• PROMPT:
Only the lines with the string "paths" are needed; return each of them from the entries below.

Saved data entries:
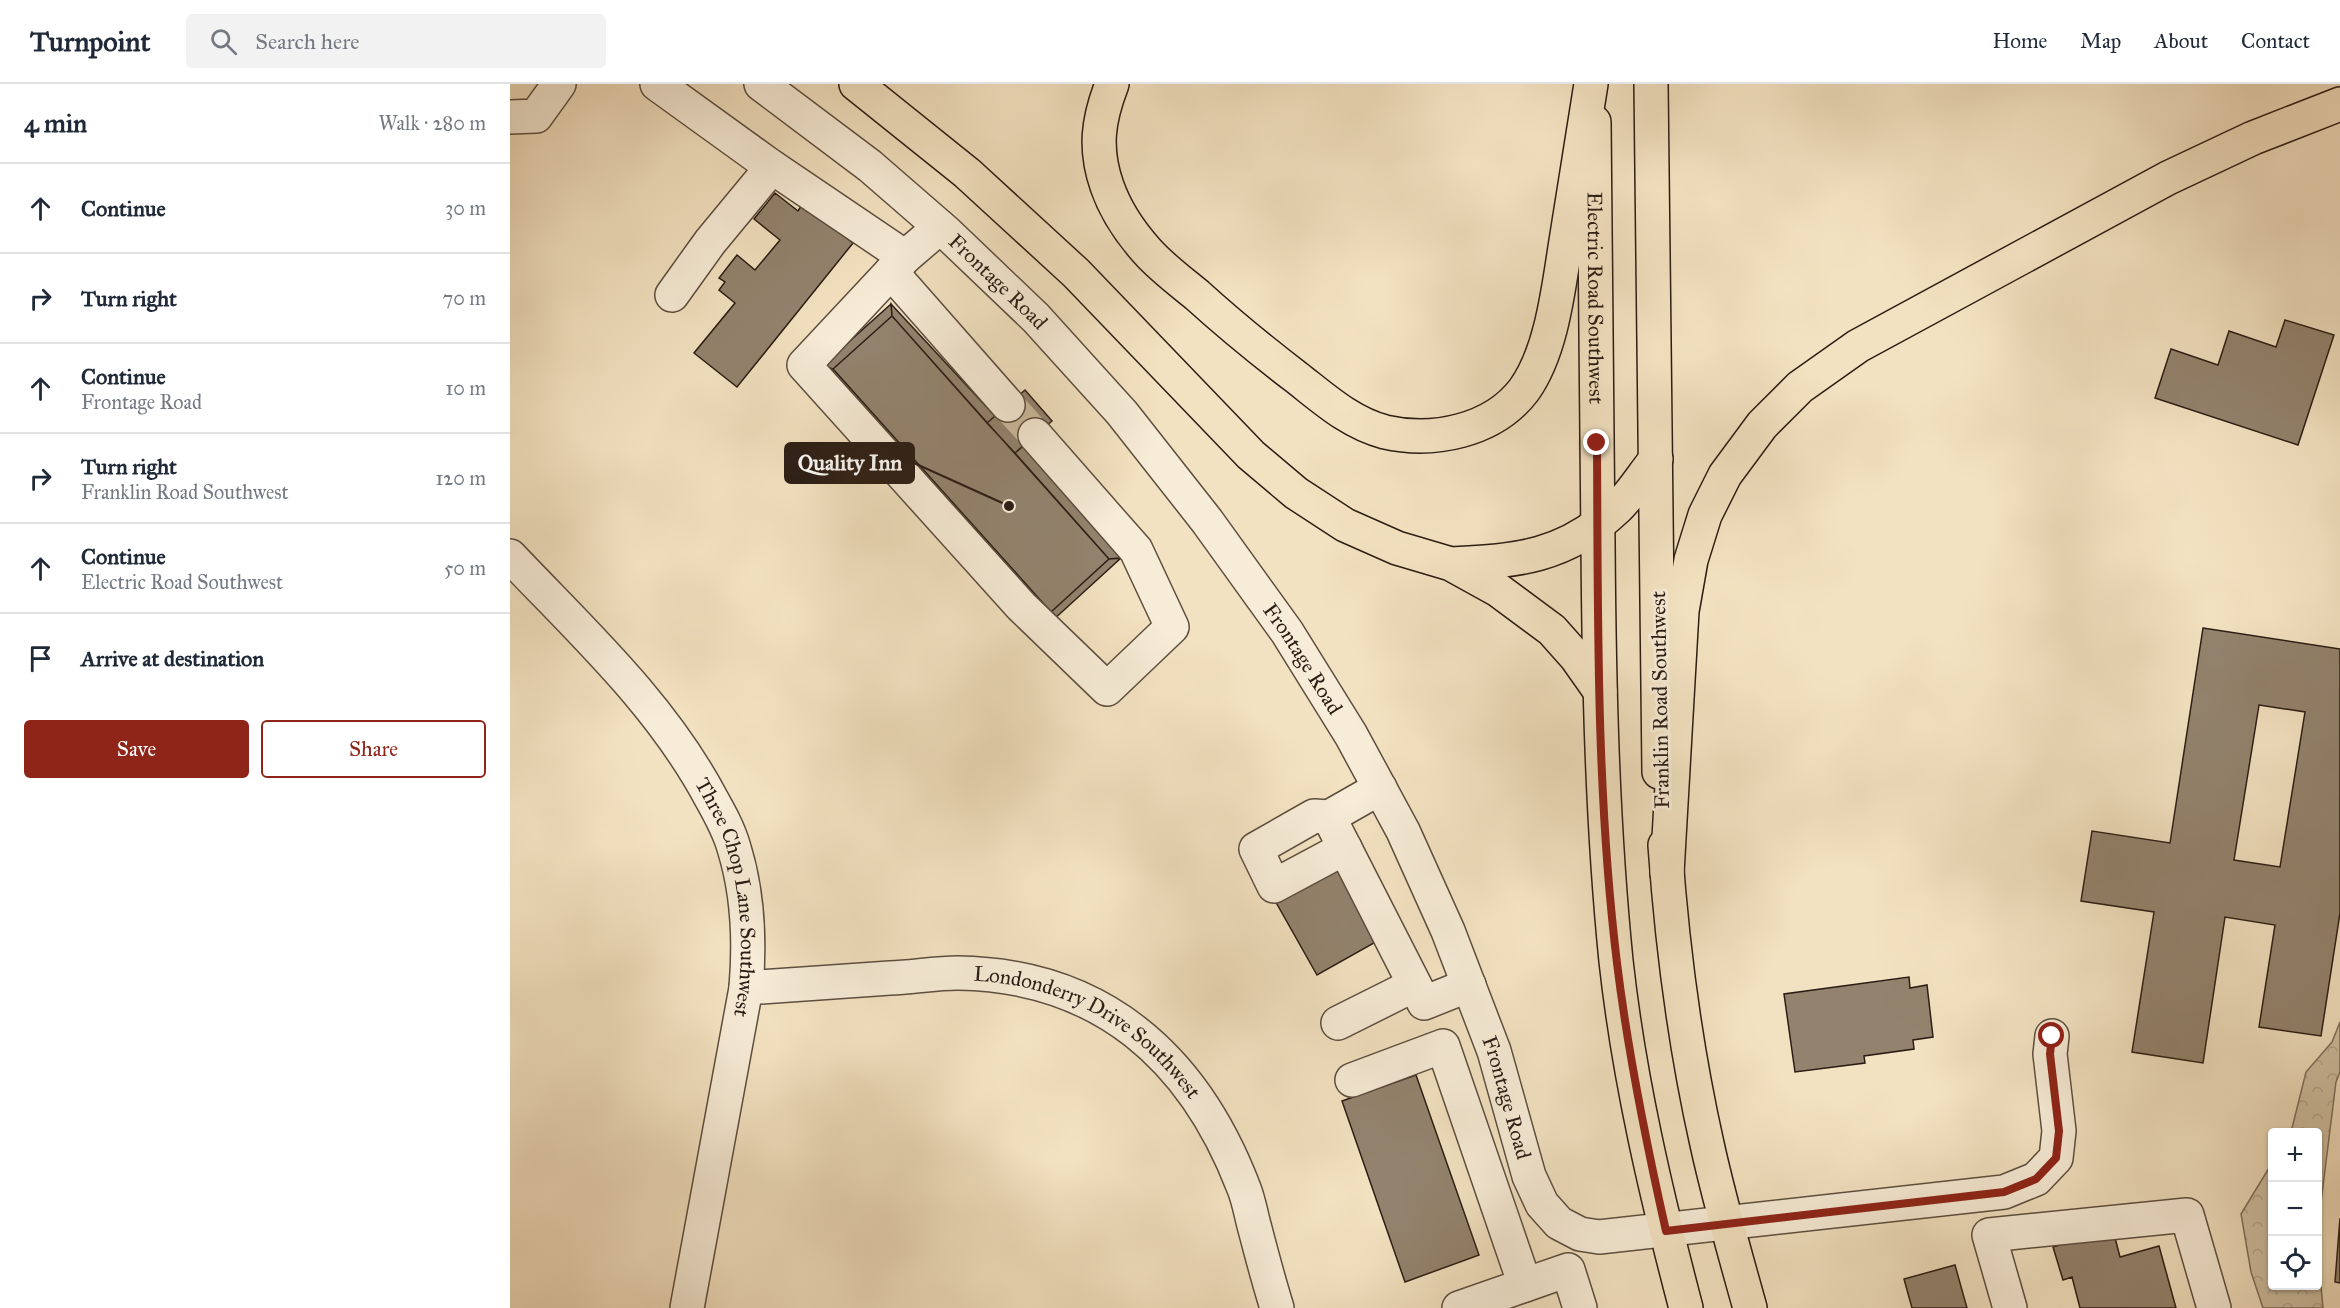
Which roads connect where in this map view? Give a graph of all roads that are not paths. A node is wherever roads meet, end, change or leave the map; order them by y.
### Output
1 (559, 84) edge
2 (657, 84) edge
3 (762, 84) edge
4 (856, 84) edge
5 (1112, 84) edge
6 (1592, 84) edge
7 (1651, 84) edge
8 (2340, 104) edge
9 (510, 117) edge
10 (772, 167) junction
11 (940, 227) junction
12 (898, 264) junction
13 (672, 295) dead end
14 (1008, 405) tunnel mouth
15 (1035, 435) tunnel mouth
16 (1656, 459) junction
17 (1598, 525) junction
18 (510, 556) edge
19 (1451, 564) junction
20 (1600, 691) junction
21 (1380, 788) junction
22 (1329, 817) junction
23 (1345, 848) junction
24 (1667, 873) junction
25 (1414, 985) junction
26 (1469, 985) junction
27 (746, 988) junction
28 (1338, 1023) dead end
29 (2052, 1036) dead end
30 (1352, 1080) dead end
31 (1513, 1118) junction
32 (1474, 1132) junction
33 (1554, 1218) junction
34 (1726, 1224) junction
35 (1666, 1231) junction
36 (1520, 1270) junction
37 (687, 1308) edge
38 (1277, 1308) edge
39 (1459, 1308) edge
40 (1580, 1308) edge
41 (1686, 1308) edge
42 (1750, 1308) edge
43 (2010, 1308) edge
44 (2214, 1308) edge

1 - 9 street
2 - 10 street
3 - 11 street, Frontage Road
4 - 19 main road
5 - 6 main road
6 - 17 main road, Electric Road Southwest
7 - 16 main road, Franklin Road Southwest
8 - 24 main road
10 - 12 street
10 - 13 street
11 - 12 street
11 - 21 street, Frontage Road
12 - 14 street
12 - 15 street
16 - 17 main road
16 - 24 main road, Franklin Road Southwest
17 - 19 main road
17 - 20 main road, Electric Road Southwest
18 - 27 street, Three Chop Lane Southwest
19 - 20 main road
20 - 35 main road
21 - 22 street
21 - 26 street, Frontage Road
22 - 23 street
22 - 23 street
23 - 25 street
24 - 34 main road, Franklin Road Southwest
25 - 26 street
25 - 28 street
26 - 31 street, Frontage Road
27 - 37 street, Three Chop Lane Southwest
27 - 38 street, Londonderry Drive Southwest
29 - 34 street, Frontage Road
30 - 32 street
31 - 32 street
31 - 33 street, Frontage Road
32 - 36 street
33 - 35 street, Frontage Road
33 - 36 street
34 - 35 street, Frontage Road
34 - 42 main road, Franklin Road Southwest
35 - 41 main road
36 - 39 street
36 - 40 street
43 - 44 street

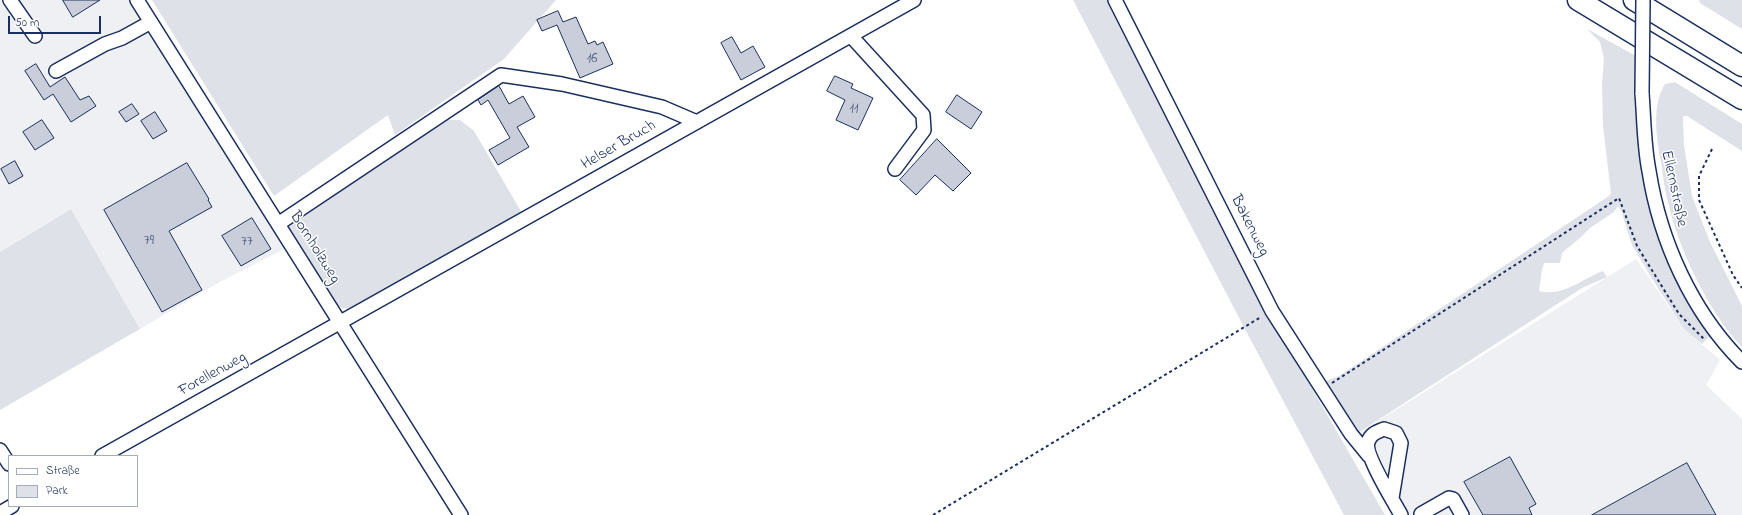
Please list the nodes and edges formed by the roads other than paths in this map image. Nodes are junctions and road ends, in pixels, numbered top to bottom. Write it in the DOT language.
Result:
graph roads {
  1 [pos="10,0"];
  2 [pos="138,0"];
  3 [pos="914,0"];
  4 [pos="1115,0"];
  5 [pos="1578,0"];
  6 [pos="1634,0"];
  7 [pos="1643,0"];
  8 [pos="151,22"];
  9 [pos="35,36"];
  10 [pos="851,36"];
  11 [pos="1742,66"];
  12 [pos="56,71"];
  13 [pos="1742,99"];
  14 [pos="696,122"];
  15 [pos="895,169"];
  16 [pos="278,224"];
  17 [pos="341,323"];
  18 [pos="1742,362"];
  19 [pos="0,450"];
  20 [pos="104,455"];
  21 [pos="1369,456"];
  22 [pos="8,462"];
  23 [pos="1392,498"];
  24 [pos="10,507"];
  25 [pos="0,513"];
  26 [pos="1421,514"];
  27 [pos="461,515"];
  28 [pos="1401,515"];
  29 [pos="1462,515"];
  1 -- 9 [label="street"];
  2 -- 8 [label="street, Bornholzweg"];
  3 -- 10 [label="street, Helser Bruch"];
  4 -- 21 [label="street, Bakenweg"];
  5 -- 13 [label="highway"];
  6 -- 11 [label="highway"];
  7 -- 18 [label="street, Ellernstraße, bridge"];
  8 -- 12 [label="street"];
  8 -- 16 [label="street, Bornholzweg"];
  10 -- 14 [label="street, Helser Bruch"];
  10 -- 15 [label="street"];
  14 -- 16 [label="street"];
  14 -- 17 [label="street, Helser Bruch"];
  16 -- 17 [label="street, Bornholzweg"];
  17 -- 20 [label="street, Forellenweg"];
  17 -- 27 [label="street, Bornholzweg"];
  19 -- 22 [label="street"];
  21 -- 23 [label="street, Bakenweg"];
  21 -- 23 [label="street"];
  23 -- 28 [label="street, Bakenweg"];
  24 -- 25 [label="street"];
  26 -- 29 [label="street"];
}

• RESPONSE TO THE TASK:
Which roads connect where in this map view? Give a graph of all roads that are not paths. A node is wherever roads meet, end, change or leave the map; order them by y.
Please list the nodes and edges formed by the roads other than paths in this map image. Nodes are junctions and road ends, in pixels, numbered top to bottom. Write it in the DOT language.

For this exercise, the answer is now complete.